I’ve been thinking a lot about blogs these days.  My inquiry is based on creating a participatory culture.  One way I’ve been thinking about having my students participate in the literature together is through blogging.  I have to really think about how this can be a more collaborative space rather than a collection of thoughts.  One article I read mentioned the pitfall of when a teacher posts a question and students all answer it.  Oops….I’ve done that before.  No collaboration there.  But I’ve also had students respond to each other’s posts and have seen some great connections.  I guess I will have to keep figuring that one out. I just want to make it meaningful for my students. I had an idea about creating a blog for each book we read next year.  Having one class blog will be WAY easier than me keeping track of 75 student’s blogs.  Not sure how this will play out.  
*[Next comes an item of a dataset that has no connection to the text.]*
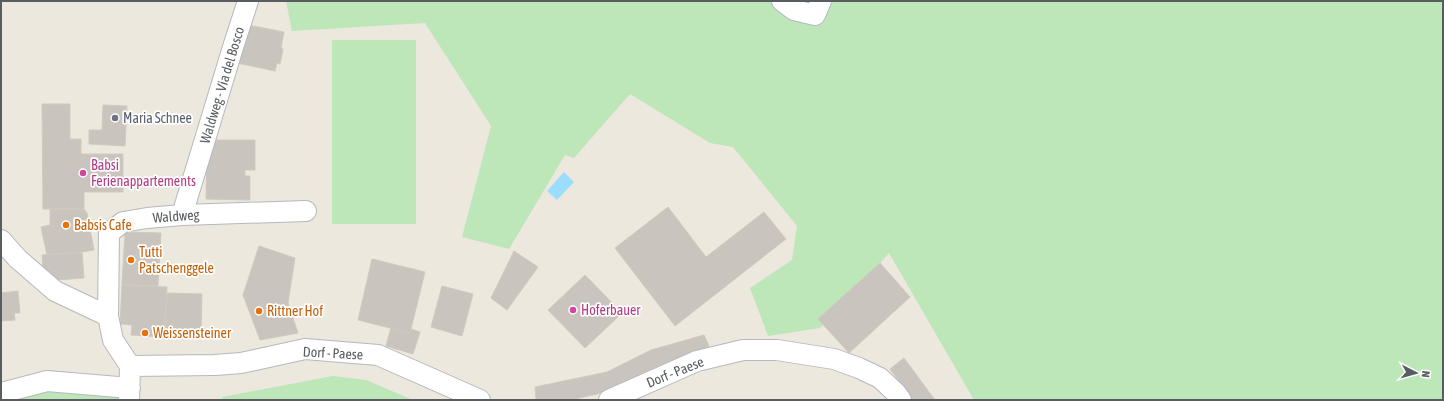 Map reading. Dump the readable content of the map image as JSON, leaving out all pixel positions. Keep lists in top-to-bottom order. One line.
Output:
{"streets":{"street":["Waldweg - Via del Bosco","Waldweg","Dorf - Paese"]},"crossings":[["Waldweg - Via del Bosco","Waldweg"]],"places":["Maria Schnee","Babsi Ferienappartements","Babsis Cafe","Tutti Patschenggele","Hoferbauer","Rittner Hof","Weissensteiner"],"north":"right"} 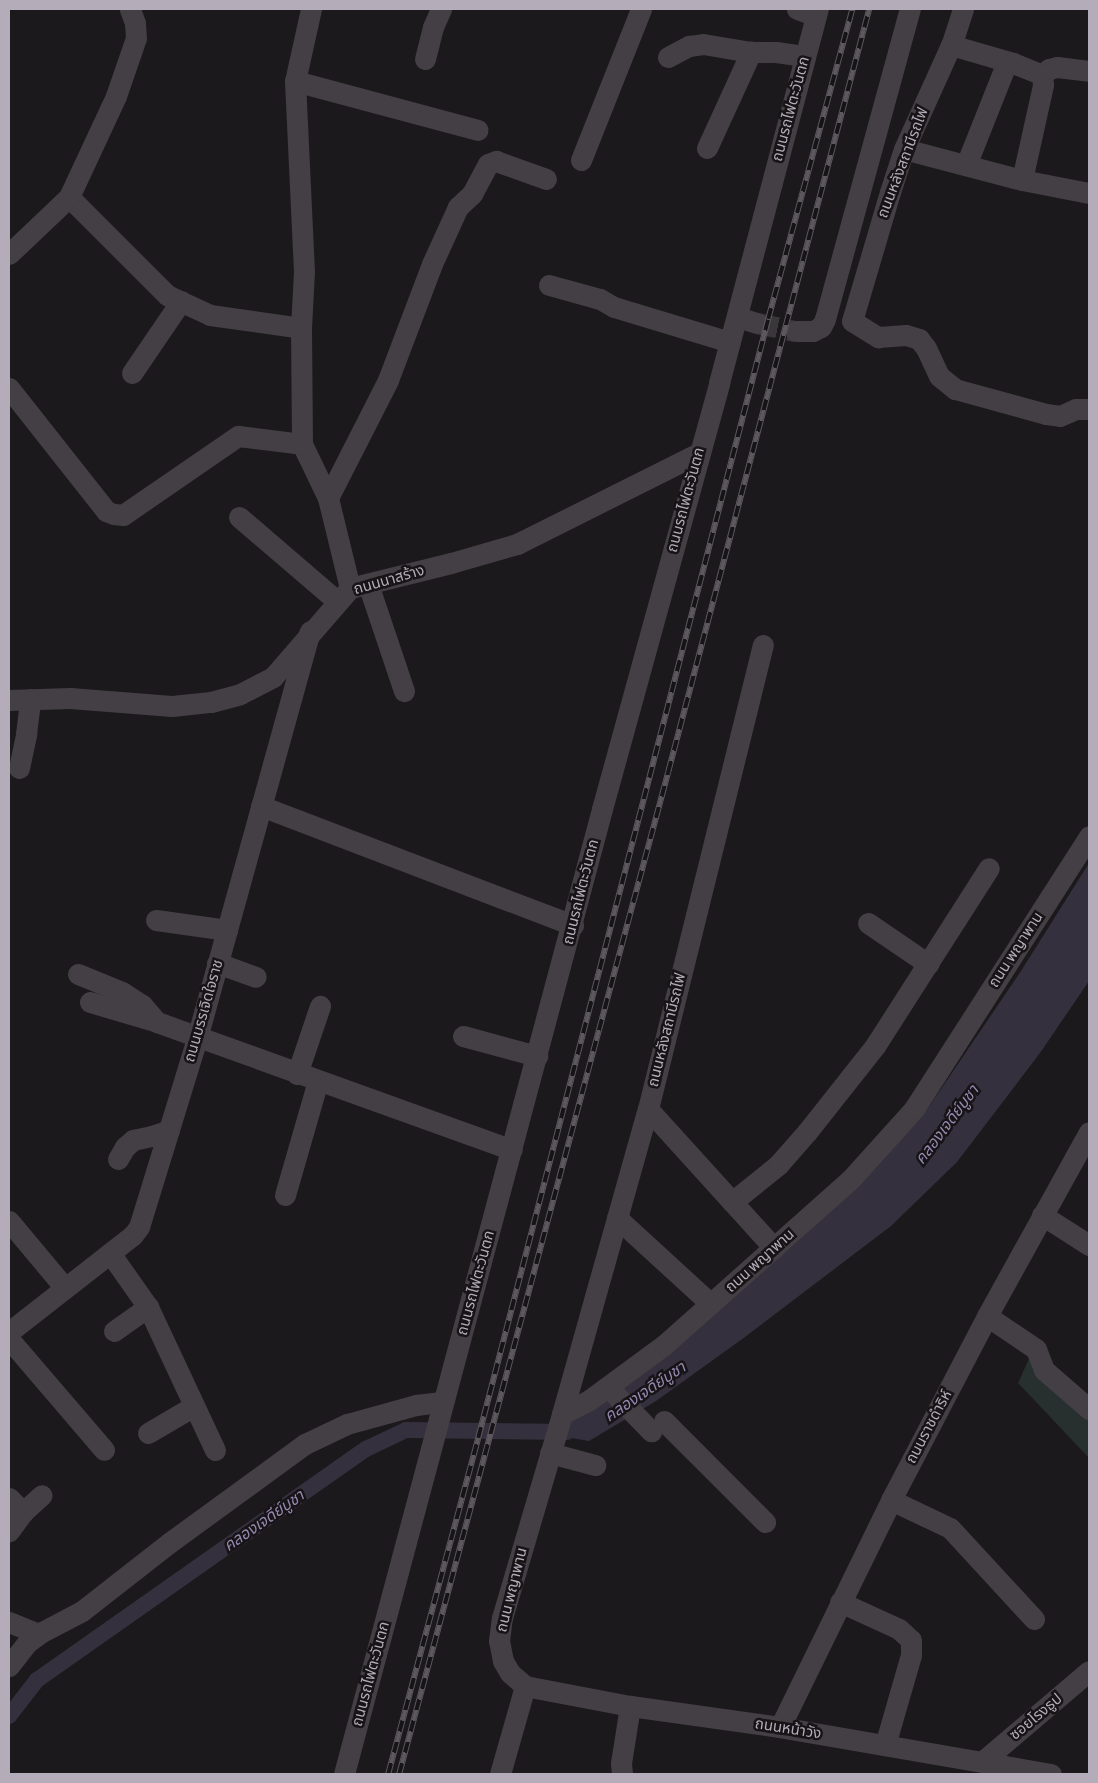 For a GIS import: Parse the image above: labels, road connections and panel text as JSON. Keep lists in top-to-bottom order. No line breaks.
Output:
{"streets":{"street":["ถนนรถไฟตะวันตก","ถนนหลังสถานีรถไฟ","ถนนนาสร้าง","ถนน พญาพาน","ถนนบรรเจิดใจราช","ถนนราชดำริห์","ซอยโรงธูป","ถนนหน้าวัง"]},"crossings":[["ถนนรถไฟตะวันตก","ถนนนาสร้าง"],["ถนนหลังสถานีรถไฟ","ถนน พญาพาน"],["ถนนนาสร้าง","ถนนบรรเจิดใจราช"],["ถนน พญาพาน","ถนนหน้าวัง"],["ถนนราชดำริห์","ถนนหน้าวัง"],["ซอยโรงธูป","ถนนหน้าวัง"]],"water":["คลองเจดีย์บูชา"]}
I’ve also been thinking a lot about how my voice might show up digitally.  I really want to ‘practice what I preach’ to my students regarding how their digital life matters in and out of school.  I had an ambitious thought the other day that I could create a blog to document the ways that I will revolutionize my IB curriculum.   My dream is that other staff members at my school will read about my journey (and especially my student’s journeys) and they will also transform their student’s lives! (just like I will be doing!!)
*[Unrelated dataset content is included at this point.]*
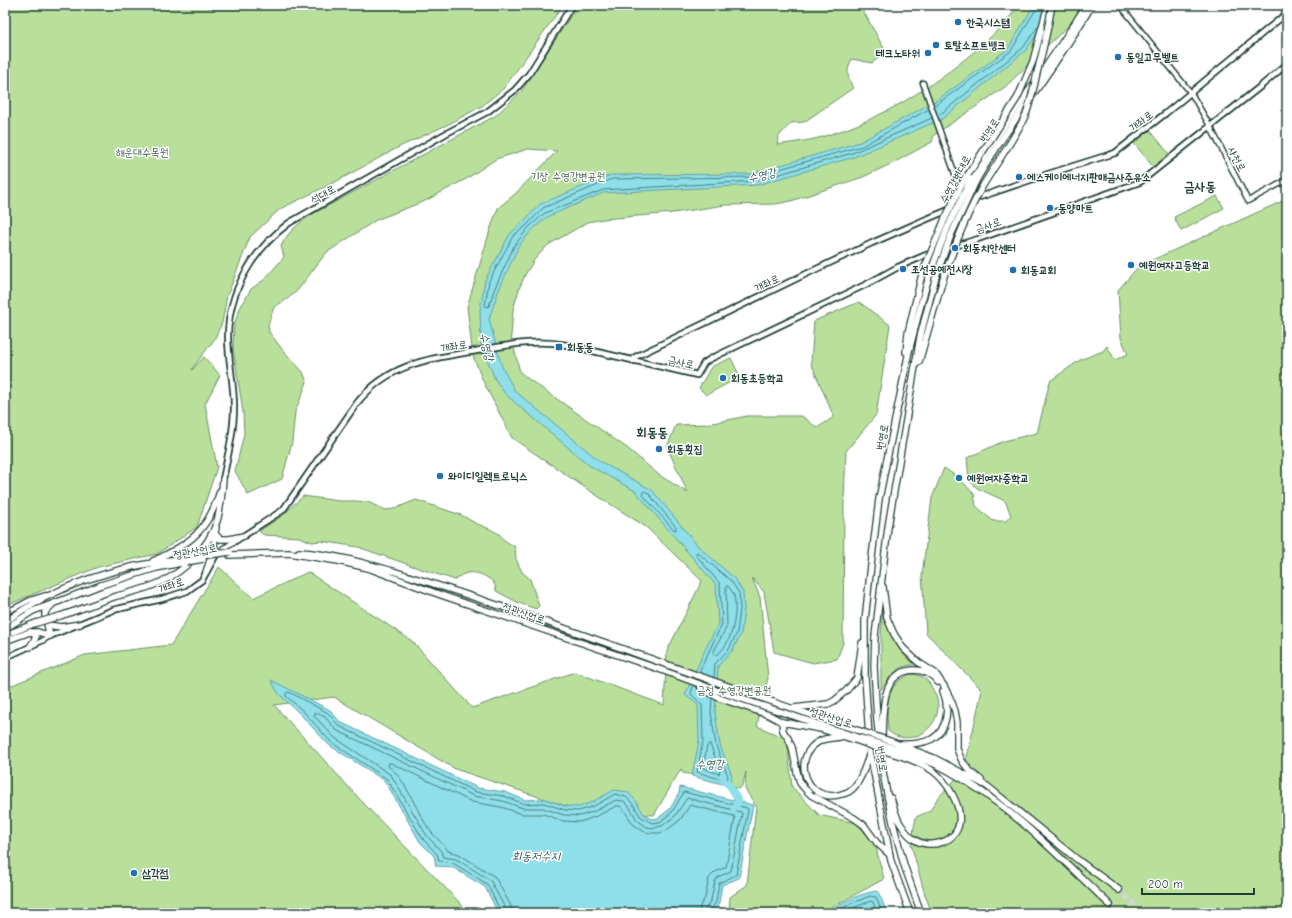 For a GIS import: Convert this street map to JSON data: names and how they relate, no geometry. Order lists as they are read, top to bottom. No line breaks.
{"streets":{"highway":["번영로","수영강변대로","정관산업로"],"main road":["개좌로","석대로","금사로"],"street":["사천로"]},"crossings":[["개좌로","사천로"],["개좌로","금사로"],["번영로","수영강변대로"],["사천로","금사로"]],"districts":["금사동","회동동"],"water":["수영강","회동저수지"],"parks":["해운대수목원","기장 수영강변공원","금정 수영강변공원"],"places":{"other":["한국시스템","토탈소프트뱅크","테크노타워","동일고무벨트","에스케이에너지판매금사주유소","동양마트","회동치안센터","예원여자고등학교","조선공예전시장","회동교회","회동초등학교","회동횟집","와이디일렉트로닉스","예원여자중학교","삼각점"],"transit":["회동동"]},"scale_bar":"200 m"}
Reading through what everyone has posted on this blog has showed me our varied, yet collective voices and how we are making attempts to trust in the process.  So I will have to do just that, trust in the process that I’ll figure out what role blogging will play in my future.

Mary Magnusson

1 comment:

  1. The really interesting thing about online interactions is that they make visible what is so often invisible in our classrooms. They also give us a record that we can come back to for inquiry and reflection. I know that the pattern in my class is often that I ask and students answer, but I don't have to see that the way it would become visible in a digital environment. The digital environment also compels participation in a way a classroom often does not. The collaborative writing possibilities go to another level. Technology is nothing more than fancier tools. Much depends on how we uses them. Like all education, they can be tools for liberation or oppression. Would love to keep up with your digital journeys next year.